TARGETED ONCOLOGY: What advice would you like to share with community oncologists treating patients with lung cancer?
Waterhouse: The first thing is, make sure everybody's tested for the actionable biomarkers. Also, let's not forget the advances in immunotherapy. We now have frontline immunotherapy alone for patients with PD-L1 greater than 50%, and now with the combination of ipilimumab (Yervoy) and nivolumab (Opdivo), we could treat anybody with a PD-L1 of 1% or higher with an immunotherapy, not chemotherapy.
Think about that! No chemotherapy in the frontline. Did we imagine that 5 years ago? No. I think the first thing is every patient needs to be tested, and those testing results need to inform that first treatment, which means for the doctor, you should sit on your hands and wait for those results. There's going to be a few patients who must be treated, but that's not the majority. We get antsy. Our patients get antsy.

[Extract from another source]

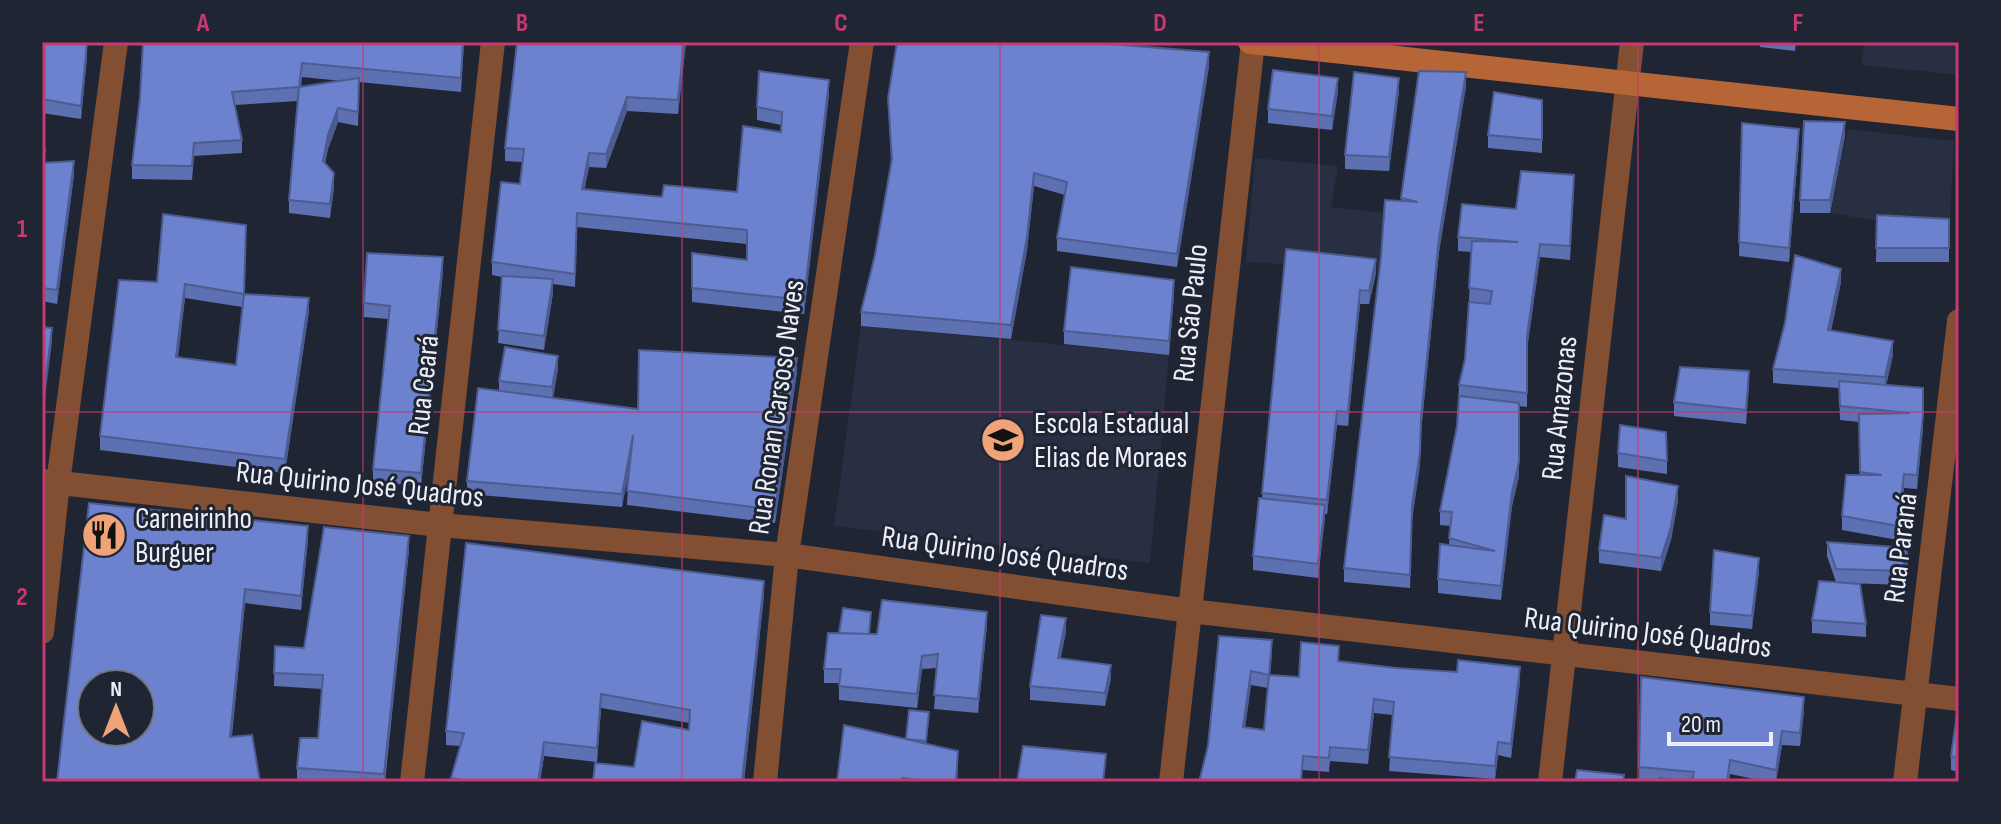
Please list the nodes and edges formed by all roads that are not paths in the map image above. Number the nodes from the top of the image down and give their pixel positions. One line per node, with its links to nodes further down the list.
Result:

Everybody wants to get treatment right away, but you need to explain to your patient why it's in their best interest to wait.
TARGETED ONCOLOGY: What message would you like to share with fellow oncologists in the lung cancer field as we recognize all these advances during Lung Cancer Awareness Month?
Waterhouse: Put your patients on a clinical trial. Every eligible patient should be on a clinical trial. Every single patient. The NCCN says that we only put about 3% of our patients on clinical trials, which is a sad statistic. On every NCCN guideline, they always say the best treatment is the clinical trial, so put them on the trial. If you don't have a trial, get a trial. If you don't have a trial, find me, and I'll find you a trial. It's in your patient’s best interest. It's in society's best interest. It is the right thing to do.